What is Apache Tez?
You might have heard of Apache Tez, a new distributed execution framework that is targeted towards data-processing applications on Hadoop. But what exactly is it? How does it work? Who should use it and why? In their presentation, “Apache Tez: Accelerating Hadoop Query Processing”, Bikas Saha and Arun Murthy discuss Tez’s design, highlight some of its features and share some of the initial results obtained by making Hive use Tez instead of MapReduce.
Presentation transcript edited by Roopesh Shenoy
Tez generalizes the MapReduce paradigm to a more powerful framework based on expressing computations as a dataflow graph. Tez is not meant directly for end-users – in fact it enables developers to build end-user applications with much better performance and flexibility. Hadoop has traditionally been a batch-processing platform for large amounts of data. However, there are a lot of use cases for near-real-time performance of query processing. There are also several workloads, such as Machine Learning, which do not fit will into the MapReduce paradigm. Tez helps Hadoop address these use cases.
The Tez project aims to be highly customizable so that it can meet a broad spectrum of use cases without forcing people to go out of their way to make things work; projects such as Hive and Pig are seeing significant improvements in response times when they use Tez instead of MapReduce as the backbone for data processing. Tez is built on top of YARN, which is the new resource-management framework for Hadoop.
The main reason for Tez to exist is to get around limitations imposed by MapReduce. Other than being limited to writing mappers and reducers, there are other inefficiencies in force-fitting all kinds of computations into this paradigm – for e.g. HDFS is used to store temporary data between multiple MR jobs, which is an overhead. (In Hive, this is common when queries require multiple shuffles on keys without correlation, such as with join - grp by - window function - order by.)
The key elements forming the design philosophy behind Tez -
- Empowering developers (and hence end users) to do what they want in the most efficient manner
- Better execution performance
Some of the things that helps Tez achieve these goals are –
- Expressive Dataflow APIs - The Tez team wants to have an expressive-dataflow-definition API so that you can describe the Direct Acyclic Graph (DAG) of computation that you want to run. For this, Tez has a structural kind of API in which you add all processors and edges and visualize what you are actually constructing.
- Flexible Input-Processor-Output runtime model – can construct runtime executors dynamically by connecting different inputs, processors and outputs.
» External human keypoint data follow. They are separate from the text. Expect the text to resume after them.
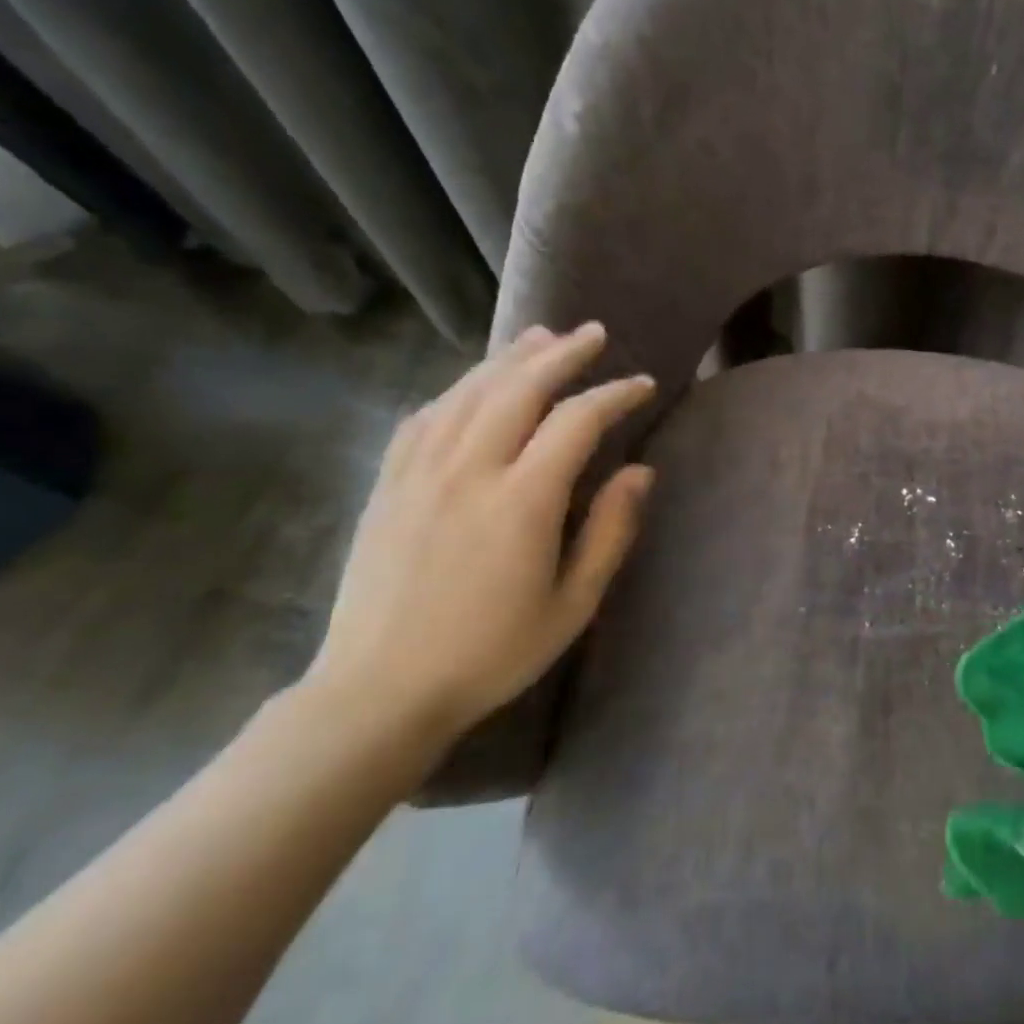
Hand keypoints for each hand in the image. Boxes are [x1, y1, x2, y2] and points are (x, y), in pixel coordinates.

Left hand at [306, 323, 655, 742]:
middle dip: (562, 354)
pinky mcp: (388, 485)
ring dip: (509, 359)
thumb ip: (610, 531)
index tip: (642, 385)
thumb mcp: (573, 603)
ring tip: (540, 336)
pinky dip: (456, 390)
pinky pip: (424, 418)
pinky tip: (472, 384)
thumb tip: (640, 471)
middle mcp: (469, 470)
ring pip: (468, 392)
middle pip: (519, 388)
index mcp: (522, 500)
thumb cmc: (492, 653)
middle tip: (593, 333)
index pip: (576, 421)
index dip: (614, 395)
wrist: (380, 690)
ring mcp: (419, 473)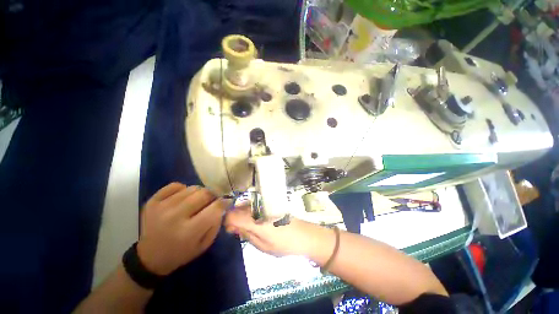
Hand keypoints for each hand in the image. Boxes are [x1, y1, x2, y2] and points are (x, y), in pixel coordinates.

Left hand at [136, 183, 229, 275]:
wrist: (149, 257)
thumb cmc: (181, 253)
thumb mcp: (204, 244)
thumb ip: (216, 223)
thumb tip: (223, 204)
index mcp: (189, 231)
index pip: (215, 207)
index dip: (224, 202)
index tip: (227, 202)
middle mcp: (175, 216)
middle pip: (204, 193)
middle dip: (213, 196)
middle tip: (211, 202)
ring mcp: (161, 207)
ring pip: (192, 188)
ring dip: (199, 193)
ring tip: (197, 201)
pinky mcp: (152, 202)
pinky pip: (175, 185)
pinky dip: (183, 189)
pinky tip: (183, 199)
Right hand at [224, 206, 315, 256]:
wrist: (303, 235)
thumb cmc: (283, 244)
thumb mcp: (262, 245)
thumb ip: (247, 234)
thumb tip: (233, 227)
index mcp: (255, 220)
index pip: (232, 215)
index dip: (227, 222)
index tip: (231, 231)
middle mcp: (258, 208)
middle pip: (238, 208)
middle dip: (234, 219)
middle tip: (238, 231)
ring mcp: (264, 204)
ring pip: (246, 206)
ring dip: (242, 215)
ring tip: (248, 227)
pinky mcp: (269, 203)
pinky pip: (254, 205)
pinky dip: (250, 212)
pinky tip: (255, 221)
- Data type agnostic – only concerned with movement of data, not with the data format (key-value pairs, tuple oriented formats, etc)
- Dynamic Graph Reconfiguration
- Simple Deployment – Tez is completely a client-side application, leverages YARN local resources and distributed cache. There's no need to deploy anything on your cluster as far as using Tez is concerned. You just upload the relevant Tez libraries to HDFS then use your Tez client to submit with those libraries.
You can even have two copies of the libraries on your cluster. One would be a production copy, which is the stable version and which all your production jobs use. Your users can experiment with a second copy, the latest version of Tez. And they will not interfere with each other.
- Tez can run any MR job without any modification. This allows for stage-wise migration of tools that currently depend on MR.
Exploring the Expressive Dataflow APIs in detail - what can you do with this? For e.g. instead of using multiple MapReduce jobs, you can use the MRR pattern, such that a single map has multiple reduce stages; this can allow streaming of data from one processor to another to another, without writing anything to HDFS (it will be written to disk only for check-pointing), leading to much better performance. The below diagrams demonstrate this -
The first diagram demonstrates a process that has multiple MR jobs, each storing intermediate results to the HDFS – the reducers of the previous step feeding the mappers of the next step. The second diagram shows how with Tez, the same processing can be done in just one job, with no need to access HDFS in between.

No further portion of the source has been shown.